1. ne ultra petita: Allgemeiner Feststellungsantrag als unechter Hilfsantrag (sog. Schleppnetzantrag)
Im Anschluss an die Rechtsprechungsübersicht 1. Halbjahr 2022 (ZAP F. 17 R, 1099, 1113) ist über die geänderte Rechtsprechung des BAG zu berichten. Der Sechste Senat des BAG hat sich im Urt. v. 16.12.2021 (6 AZR 154/21, NZA 2022, 1005) nach einer Klagabweisung in erster Instanz und einer Nachkündigung in zweiter Instanz mit dem allgemeinen Feststellungsantrag befasst und dessen Punktualisierung ohne weitere Voraussetzungen zugelassen. Der Zweite Senat hat nun mit Beschl. v. 28.2.2023 (2 AZN 22/23, NZA 2023, 719) zu einer Kündigungsschutzklage und einem ergänzenden allgemeinen Feststellungsantrag offengelassen, ob der allgemeine Feststellungsantrag – der sog Schleppnetzantrag – als unechter Hilfsantrag auszulegen ist. Er fiele damit nur noch bei einem Obsiegen mit dem Kündigungsschutzantrag zur Entscheidung an. Wird durch ein Instanzgericht nach einer Klagabweisung des Kündigungsschutzantrags über den allgemeinen Feststellungsantrag entschieden – und sei dies im Wege der Unzulässigkeit mangels Feststellungsinteresses, weil kein weitere Beendigungstatbestand in den Rechtsstreit eingeführt ist –, so liegt nach dem Zweiten Senat nun ein Verstoß gegen den Grundsatz der Bindung an die Parteianträge (ne ultra petita) vor.

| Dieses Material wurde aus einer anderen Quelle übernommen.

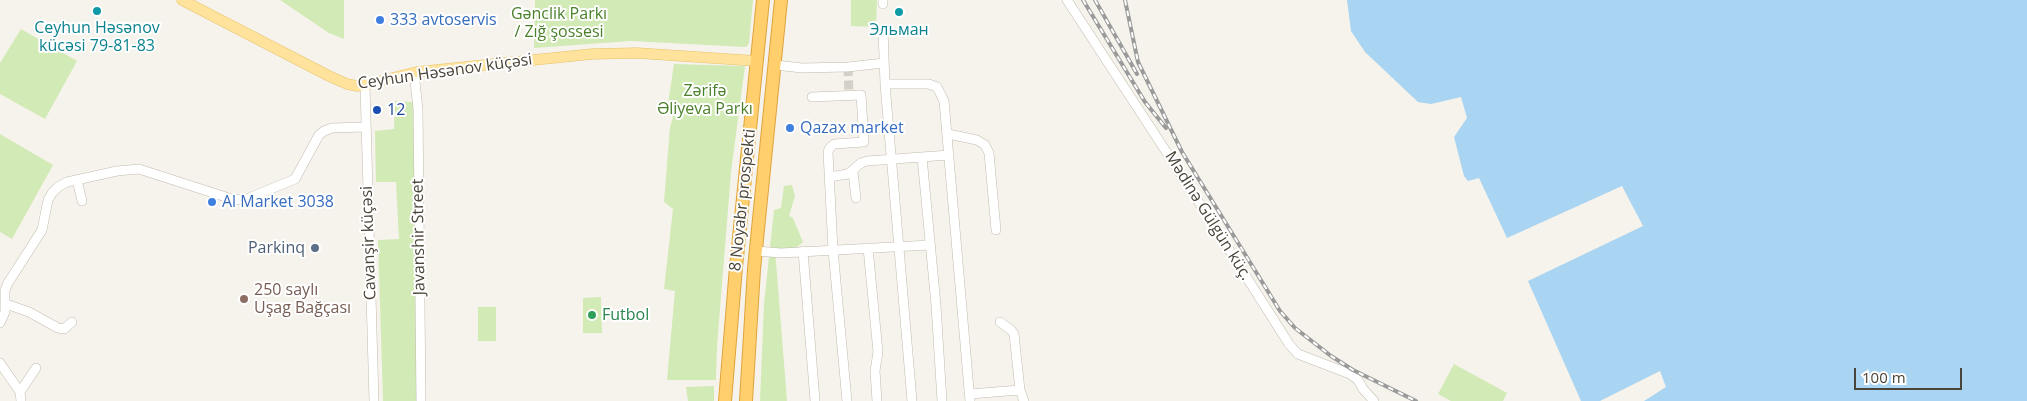 <!DOCTYPE html>
<html>
<head>
<meta charset="utf-8">
<style>
  body { margin:0 }
  #map { position:relative; width:2027px; height:401px; overflow:hidden; background:#f6f3ec; font-family:"Open Sans",sans-serif }
  canvas { display:block }
  .scale { position:absolute; left:1854px; top:368px; width:108px; height:22px; box-sizing:border-box; border:2px solid #4b4439; border-top:0; padding-left:6px; font-size:15px; line-height:18px; white-space:nowrap; color:#4b4439; -webkit-text-stroke:4px #fff; paint-order:stroke }
</style>
</head>
<body>
<div id="map">
<canvas width="2027" height="401"></canvas>
<div class="scale">100 m</div>
</div>
<script>
const context = document.querySelector('canvas').getContext('2d');
context.lineJoin = 'round';
function fill(path, color) { context.fillStyle = color; context.fill(path, 'evenodd'); }
const poly = rows => new Path2D(rows.map(r => 'M' + r).join(''));
function trace(path, color, width, dash) { context.strokeStyle = color; context.lineWidth = width; context.lineCap = dash ? 'butt' : 'round'; context.setLineDash(dash || []); context.stroke(path); }
function write(font, color, halo, rows, align = 'center') {
  context.font = font + ' "Open Sans",sans-serif'; context.lineWidth = 4; context.setLineDash([]); context.textBaseline = 'middle'; context.strokeStyle = halo; context.fillStyle = color; for (const [text, x, y, turn = 0] of rows) {
    context.save(); context.translate(x, y); context.rotate((+turn || 0) * Math.PI / 180); context.textAlign = isNaN(turn) ? turn : align; if (halo) context.strokeText(text, 0, 0); context.fillText(text, 0, 0); context.restore();
  }
}
fill(poly([
  [280,0,344,0,344,39,329,33],
  [535,0,753,0,749,43,746,47,631,41,534,48],
  [851,0,877,0,876,27,851,26],
  [21,29,77,61,45,119,0,94,0,63],
  [674,64,745,66,731,172,717,346,716,380,667,380,675,291,664,289,673,209,664,202,670,127,673,117,667,110],
  [395,101,413,102,420,401,383,401,378,240,399,239,396,182,376,182,375,131,394,129],
  [0,134,53,165,12,239,0,232],
  [792,185,795,196,789,216,793,218,803,242,795,249,775,249,787,401,760,401,764,304,774,210,781,208,784,186],
  [601,297,602,333,583,333,583,298],
  [478,307,496,307,496,341,478,341],
  [1454,364,1507,393,1503,401,1451,401,1438,394],
  [714,386,714,401,688,401,686,387]
]), '#d2eab5');
fill(poly([
  [1347,0,2027,0,2027,401,1644,401,1666,387,1660,371,1600,401,1581,401,1528,281,1643,226,1622,186,1507,238,1479,178,1468,181,1464,176,1454,137,1467,118,1461,97,1431,104,1418,102,1365,52,1351,31]
]), '#a9d4f2');
trace(poly([
  [848,67,849,95]
]), '#d4d0c8', 9, [9, 4.5]);
const minor = poly([
  [883,0,883,4],
  [1067,0,1188,185,1289,344,1298,354,1350,374,1358,380,1363,389,1374,401],
  [883,30,885,84,912,401],
  [775,65,802,68,848,67,884,63],
  [414,73,418,109,421,401],
  [885,84,929,84,937,87,944,101,970,401],
  [365,85,374,401],
  [812,97,861,95,864,142,834,144,829,149,828,152,833,250,847,401],
  [948,134,977,140,985,145,989,153,996,230],
  [922,157,936,305,942,401],
  [853,172,856,198],
  [829,177,848,174,861,163,867,161,949,155],
  [77,180,82,201],
  [868,248,878,352,875,371,877,401],
  [756,251,781,253,930,245],
  [803,251,815,401],
  [6,304,29,312,58,328,64,329,72,322],
  [1000,322,1011,330,1014,334,1020,390,1024,401],
  [0,323,5,312,5,290,8,283,42,230,48,200,52,193,58,187,67,182,117,171,139,169,232,199,244,200,295,179,319,135,324,131,332,128,366,127],
  [0,363,20,392,21,401],
  [20,392,36,368],
  [970,394,1020,390]
]);
const major = poly([
  [182,0,329,76,347,84,357,86,365,85,416,72,592,54,637,53,757,61]
]);
const highway = poly([
  [725,401,736,267,763,0],
  [746,401,754,269,781,0]
]);
trace(minor, '#c2bbae', 10);
trace(major, '#e6c16a', 11);
trace(highway, '#e0a43c', 14);
trace(minor, '#fff', 9);
trace(major, '#ffe39c', 10);
trace(highway, '#ffcf6e', 12);
const rail = poly([
  [1083,0,1145,102,1166,128],
  [1095,0,1137,74],
  [1125,0,1138,62,1182,152,1280,311,1295,328,1331,356,1353,370,1416,401]
]);
trace(rail, '#9a9a9a', 4);
trace(rail, '#fff', 2, [5.5]);
for (const [x, y, r, color] of [
  [97,11,5,"#0f9aa8"],
  [899,12,5,"#0f9aa8"],
  [380,20,5,"#3f7fe0"],
  [377,110,5,"#1a4fb4"],
  [790,128,5,"#3f7fe0"],
  [212,202,5,"#3f7fe0"],
  [315,248,5,"#5c6f8a"],
  [244,299,5,"#8d6e63"],
  [592,315,5,"#2e9e5b"]
]) { const dot = new Path2D(); dot.arc(x, y, r, 0, 2 * Math.PI); context.fillStyle = color; context.fill(dot); trace(dot, '#fff', 2); }
write('16px', '#4a7f2a', '#fff', [
  ["Gənclik Parkı",559,14],
  ["/ Zığ şossesi",559,32],
  ["Zərifə",705,91],
  ["Əliyeva Parkı",705,109]
]);
write('16px', '#366cbe', '#fff', [
  ["333 avtoservis",390,20],
  ["Qazax market",800,128],
  ["Al Market 3038",222,202]
], 'left');
write('16px', '#0d838f', '#fff', [
  ["Ceyhun Həsənov",97,28],
  ["kücəsi 79-81-83",97,46],
  ["Эльман",899,30]
]);
write('16px', '#4b4439', '#fff', [
  ["Ceyhun Həsənov küçəsi",445,72,-8],
  ["8 Noyabr prospekti",743,200,-84],
  ["Mədinə Gülgün küç.",1208,216,58],
  ["Javanshir Street",419,237,-91],
  ["Cavanşir küçəsi",369,243,-92]
]);
write('16px', '#164399', '#fff', [
  ["12",387,110]
], 'left');
write('16px', '#4e5e75', '#fff', [
  ["Parkinq",305,248]
], 'right');
write('16px', '#785e54', '#fff', [
  ["250 saylı",254,290],
  ["Uşag Bağçası",254,308]
], 'left');
write('16px', '#27864d', '#fff', [
  ["Futbol",602,315]
], 'left');
</script>
</body>
</html>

Der Tenor des LAG-Urteils lautet:
Zitat
„1. Die Berufung des Klägers gegen das Urteil des ArbG Bautzen vom 17.6.2021 – 4 Ca 4043/21 – wird als unzulässig verworfen soweit sie sich gegen die Abweisung des Antrags zu 2. Richtet, nämlich auf Feststellung, dass das zwischen den Parteien bestehende Arbeitsverhältnis auch nicht durch andere Beendigungstatbestände endet, sondern zu unveränderten Arbeitsbedingungen über den 31.8.2021 hinaus fortbesteht (Anmerkung Schleppnetz). Im Übrigen wird die Berufung zurückgewiesen (Anmerkung Kündigungsschutz).

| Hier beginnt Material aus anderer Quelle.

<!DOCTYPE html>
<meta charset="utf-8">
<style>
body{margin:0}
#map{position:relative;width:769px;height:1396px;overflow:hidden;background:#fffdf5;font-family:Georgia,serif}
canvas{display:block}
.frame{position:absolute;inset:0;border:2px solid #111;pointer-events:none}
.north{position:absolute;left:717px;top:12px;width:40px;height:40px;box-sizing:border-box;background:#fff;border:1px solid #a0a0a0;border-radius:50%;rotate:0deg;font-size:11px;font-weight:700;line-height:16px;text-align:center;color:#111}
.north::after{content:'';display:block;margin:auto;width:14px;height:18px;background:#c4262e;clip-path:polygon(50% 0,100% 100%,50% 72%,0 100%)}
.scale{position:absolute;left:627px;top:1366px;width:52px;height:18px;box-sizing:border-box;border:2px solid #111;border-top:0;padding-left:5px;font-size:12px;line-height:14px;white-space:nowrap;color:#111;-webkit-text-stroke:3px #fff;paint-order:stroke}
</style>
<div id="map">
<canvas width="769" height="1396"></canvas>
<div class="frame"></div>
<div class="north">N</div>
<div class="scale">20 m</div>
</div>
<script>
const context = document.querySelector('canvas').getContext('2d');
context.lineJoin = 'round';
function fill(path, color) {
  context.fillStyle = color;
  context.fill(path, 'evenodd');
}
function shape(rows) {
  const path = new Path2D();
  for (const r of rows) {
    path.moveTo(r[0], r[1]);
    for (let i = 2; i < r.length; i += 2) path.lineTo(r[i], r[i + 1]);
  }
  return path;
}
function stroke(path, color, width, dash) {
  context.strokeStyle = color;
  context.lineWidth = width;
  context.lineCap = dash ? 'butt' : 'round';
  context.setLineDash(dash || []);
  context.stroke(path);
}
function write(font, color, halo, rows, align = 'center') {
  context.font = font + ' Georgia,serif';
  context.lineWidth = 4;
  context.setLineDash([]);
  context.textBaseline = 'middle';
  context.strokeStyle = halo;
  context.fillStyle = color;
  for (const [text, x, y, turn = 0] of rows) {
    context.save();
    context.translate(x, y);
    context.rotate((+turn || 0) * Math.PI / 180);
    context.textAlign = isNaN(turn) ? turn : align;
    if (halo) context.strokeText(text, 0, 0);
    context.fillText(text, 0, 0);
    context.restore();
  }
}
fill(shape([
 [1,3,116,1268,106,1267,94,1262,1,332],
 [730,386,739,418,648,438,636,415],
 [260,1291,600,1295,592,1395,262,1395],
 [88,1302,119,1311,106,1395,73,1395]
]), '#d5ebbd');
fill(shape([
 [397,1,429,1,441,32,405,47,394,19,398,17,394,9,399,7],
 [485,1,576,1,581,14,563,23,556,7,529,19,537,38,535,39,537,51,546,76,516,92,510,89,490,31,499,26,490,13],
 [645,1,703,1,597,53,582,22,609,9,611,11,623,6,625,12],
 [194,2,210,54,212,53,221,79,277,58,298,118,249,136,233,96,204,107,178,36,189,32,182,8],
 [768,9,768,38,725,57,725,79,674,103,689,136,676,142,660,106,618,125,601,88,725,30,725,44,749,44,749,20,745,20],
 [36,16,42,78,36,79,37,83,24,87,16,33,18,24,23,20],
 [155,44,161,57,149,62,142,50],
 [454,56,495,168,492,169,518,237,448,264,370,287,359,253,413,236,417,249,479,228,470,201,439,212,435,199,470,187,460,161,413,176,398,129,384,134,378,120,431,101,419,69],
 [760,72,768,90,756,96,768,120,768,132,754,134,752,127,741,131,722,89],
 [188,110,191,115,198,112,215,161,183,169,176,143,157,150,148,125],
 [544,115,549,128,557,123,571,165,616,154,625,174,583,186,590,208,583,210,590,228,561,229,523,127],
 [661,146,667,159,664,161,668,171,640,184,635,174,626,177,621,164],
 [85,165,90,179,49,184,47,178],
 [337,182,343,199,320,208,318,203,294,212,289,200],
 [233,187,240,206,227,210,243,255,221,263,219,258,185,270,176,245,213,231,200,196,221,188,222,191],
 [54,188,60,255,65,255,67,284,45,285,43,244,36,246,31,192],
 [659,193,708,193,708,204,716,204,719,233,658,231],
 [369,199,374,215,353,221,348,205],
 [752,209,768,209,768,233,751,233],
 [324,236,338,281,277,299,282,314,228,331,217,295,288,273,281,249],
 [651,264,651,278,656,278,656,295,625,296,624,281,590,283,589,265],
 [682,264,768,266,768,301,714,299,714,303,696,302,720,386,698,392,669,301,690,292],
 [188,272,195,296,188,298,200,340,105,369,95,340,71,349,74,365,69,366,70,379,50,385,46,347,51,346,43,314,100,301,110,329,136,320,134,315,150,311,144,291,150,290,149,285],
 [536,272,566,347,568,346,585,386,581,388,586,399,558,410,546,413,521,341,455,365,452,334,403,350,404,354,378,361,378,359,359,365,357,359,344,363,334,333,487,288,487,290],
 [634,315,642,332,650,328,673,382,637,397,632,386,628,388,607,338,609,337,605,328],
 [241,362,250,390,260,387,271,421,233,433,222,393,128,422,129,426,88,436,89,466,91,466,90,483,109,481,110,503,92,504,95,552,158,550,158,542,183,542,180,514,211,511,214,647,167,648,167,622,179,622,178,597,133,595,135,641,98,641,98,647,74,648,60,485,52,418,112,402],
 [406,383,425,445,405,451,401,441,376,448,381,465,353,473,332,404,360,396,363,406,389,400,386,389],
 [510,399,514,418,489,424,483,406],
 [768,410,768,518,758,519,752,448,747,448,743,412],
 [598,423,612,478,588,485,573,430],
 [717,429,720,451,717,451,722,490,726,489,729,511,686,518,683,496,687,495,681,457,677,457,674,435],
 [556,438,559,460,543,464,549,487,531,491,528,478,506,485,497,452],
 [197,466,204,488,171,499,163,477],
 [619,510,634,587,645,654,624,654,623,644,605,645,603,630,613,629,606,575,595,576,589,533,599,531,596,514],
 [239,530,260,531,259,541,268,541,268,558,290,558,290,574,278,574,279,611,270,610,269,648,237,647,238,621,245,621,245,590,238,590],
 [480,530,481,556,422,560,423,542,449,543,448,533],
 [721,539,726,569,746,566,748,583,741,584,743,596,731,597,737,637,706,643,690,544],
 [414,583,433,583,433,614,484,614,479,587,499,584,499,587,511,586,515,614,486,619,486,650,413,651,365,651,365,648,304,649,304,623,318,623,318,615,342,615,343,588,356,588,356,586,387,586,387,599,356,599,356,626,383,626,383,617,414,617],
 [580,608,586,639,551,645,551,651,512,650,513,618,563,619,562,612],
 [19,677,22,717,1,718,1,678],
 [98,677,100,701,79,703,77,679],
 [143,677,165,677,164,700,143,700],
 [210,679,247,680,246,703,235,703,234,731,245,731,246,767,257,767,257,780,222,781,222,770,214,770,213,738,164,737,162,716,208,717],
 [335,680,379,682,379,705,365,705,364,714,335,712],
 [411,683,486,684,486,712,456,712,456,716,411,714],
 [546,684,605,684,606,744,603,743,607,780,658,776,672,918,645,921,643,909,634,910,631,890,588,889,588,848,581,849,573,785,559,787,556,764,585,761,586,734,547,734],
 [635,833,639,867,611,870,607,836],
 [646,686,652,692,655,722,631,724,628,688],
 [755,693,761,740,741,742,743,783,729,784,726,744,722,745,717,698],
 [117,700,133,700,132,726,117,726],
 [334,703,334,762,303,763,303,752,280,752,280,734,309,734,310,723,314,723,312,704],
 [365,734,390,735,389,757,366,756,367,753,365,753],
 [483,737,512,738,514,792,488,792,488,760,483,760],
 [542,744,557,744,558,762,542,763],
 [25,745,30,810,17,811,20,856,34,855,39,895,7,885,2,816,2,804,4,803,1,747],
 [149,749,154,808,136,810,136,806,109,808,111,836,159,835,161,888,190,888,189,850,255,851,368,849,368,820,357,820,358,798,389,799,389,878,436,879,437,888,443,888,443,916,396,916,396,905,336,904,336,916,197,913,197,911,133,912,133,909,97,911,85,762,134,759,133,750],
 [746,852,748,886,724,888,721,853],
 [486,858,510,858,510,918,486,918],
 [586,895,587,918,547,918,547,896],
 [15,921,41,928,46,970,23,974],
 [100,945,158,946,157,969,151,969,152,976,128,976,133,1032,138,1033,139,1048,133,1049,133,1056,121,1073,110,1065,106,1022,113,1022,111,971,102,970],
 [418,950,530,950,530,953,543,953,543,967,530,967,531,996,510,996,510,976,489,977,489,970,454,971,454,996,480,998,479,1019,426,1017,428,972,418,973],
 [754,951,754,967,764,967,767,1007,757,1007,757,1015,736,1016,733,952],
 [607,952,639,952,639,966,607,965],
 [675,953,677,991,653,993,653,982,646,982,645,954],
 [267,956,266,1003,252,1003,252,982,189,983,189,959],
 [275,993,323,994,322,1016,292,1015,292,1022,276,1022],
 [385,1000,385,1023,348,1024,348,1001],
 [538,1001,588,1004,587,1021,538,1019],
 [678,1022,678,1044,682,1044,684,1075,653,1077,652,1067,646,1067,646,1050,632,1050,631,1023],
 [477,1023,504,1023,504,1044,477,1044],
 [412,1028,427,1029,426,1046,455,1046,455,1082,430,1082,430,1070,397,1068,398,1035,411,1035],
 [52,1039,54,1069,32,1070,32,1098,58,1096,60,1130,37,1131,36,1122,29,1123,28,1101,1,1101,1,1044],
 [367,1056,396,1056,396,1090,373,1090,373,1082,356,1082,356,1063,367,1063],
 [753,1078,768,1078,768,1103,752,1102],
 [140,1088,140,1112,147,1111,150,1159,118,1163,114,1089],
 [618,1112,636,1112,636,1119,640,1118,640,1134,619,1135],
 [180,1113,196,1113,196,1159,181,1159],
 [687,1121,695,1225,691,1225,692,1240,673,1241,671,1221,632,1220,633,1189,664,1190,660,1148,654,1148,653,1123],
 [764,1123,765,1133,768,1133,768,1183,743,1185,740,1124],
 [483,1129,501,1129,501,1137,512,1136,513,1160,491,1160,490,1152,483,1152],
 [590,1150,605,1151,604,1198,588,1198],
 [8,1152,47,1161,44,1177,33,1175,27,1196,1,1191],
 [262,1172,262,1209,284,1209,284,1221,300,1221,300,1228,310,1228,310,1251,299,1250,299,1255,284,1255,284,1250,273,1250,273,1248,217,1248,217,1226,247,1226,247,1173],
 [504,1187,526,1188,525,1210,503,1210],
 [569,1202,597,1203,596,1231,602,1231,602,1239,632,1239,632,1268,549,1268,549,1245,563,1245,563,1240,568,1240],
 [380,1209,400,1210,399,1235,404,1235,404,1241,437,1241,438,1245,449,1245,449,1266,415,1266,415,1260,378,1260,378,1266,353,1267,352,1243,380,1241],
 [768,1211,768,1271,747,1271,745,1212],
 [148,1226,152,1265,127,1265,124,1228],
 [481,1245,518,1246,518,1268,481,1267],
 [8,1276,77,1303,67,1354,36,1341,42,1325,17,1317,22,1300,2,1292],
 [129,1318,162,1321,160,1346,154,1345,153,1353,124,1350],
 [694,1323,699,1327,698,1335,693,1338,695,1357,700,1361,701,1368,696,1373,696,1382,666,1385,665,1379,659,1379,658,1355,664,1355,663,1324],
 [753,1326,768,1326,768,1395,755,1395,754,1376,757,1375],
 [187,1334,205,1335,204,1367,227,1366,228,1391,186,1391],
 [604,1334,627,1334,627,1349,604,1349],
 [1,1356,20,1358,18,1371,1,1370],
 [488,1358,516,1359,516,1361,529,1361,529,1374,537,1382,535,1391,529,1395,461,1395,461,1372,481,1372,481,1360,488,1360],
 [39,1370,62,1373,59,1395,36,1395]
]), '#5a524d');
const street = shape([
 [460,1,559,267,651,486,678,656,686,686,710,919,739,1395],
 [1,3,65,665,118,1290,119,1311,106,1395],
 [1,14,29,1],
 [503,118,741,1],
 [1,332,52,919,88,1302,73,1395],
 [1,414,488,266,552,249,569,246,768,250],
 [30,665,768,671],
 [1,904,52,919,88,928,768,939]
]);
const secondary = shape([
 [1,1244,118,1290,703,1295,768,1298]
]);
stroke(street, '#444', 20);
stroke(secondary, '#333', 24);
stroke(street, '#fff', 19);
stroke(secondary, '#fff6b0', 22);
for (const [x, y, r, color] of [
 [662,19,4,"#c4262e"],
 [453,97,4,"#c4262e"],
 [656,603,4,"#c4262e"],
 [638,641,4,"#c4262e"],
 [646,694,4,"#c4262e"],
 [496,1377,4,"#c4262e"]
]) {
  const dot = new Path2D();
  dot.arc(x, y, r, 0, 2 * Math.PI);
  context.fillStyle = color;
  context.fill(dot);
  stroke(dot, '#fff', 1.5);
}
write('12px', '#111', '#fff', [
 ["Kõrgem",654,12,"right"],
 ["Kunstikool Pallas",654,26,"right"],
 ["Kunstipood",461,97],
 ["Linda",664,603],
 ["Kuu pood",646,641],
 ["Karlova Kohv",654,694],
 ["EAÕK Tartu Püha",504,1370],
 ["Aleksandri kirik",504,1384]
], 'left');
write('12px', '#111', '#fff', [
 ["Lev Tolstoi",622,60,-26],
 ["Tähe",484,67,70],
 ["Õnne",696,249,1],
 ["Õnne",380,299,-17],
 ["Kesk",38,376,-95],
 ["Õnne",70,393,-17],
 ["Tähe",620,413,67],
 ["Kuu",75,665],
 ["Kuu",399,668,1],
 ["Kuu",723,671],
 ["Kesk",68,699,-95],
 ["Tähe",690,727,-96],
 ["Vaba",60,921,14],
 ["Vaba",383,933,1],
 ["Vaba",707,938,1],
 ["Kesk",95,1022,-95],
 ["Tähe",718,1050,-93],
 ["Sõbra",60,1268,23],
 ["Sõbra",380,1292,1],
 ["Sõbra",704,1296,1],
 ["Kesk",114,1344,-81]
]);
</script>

2. Der Kläger trägt die Kosten des Rechtsstreits zweiter Instanz.
3. Die Revision wird nicht zugelassen.”
Das ArbG hatte die Klage als unbegründet bzgl. Der Kündigungsschutzklage und des allgemeinen Feststellungsantrags abgewiesen. Der (Berufungs-)Kläger hat die Aufhebung des erstinstanzlichen Urteils sowie die Verurteilung nach dem Kündigungsschutzantrag, dem allgemeinen Feststellungsantrag, dem Weiterbeschäftigungsantrag begehrt. Die beklagte Arbeitgeberin hat die Zurückweisung der Berufung beantragt. Die Klage hatte in allen Instanzen keinen Erfolg. Die Berufung und die Nichtzulassungsbeschwerde waren bereits unzulässig.
Zur Begründung führt der Zweite Senat aus, es könne dahinstehen, ob der allgemeine Feststellungsantrag des Klägers – was naheliegend ist – ohnehin nur als unechter Hilfsantrag anzusehen gewesen wäre, der nur für den Fall des Obsiegens mit dem Kündigungsschutzantrag zur Entscheidung anfallen sollte. In einem solchen Fall würde die Entscheidung des ArbG über den allgemeinen Feststellungsantrag angesichts der Abweisung der Kündigungsschutzklage gegen § 308 Abs. 1 S. 1 ZPO verstoßen. Eine Verletzung des Antragsgrundsatzes liegt in zwei Fällen vor, wenn: (1) Einer Partei ohne ihren Antrag etwas zugesprochen wird, und auch dann, wenn (2) ihr ein Anspruch aberkannt wird, den sie nicht zur Entscheidung gestellt hat. Dies führt dazu, dass das Berufungsgericht die Entscheidung des ArbG insoweit für gegenstandslos erklärt.
Der Beschluss wirft eine wichtige Frage auf: Ist der allgemeine Feststellungsantrag – der „Schleppnetzantrag” – stets ein unechter Hilfsantrag?
- Das BAG lässt die Frage zwar offen, beantwortet sie aber doch, weil es das Verbot des § 308 Abs. 1 S. 1 ZPO – „ne ultra petita” – anspricht und als gegeben ansieht.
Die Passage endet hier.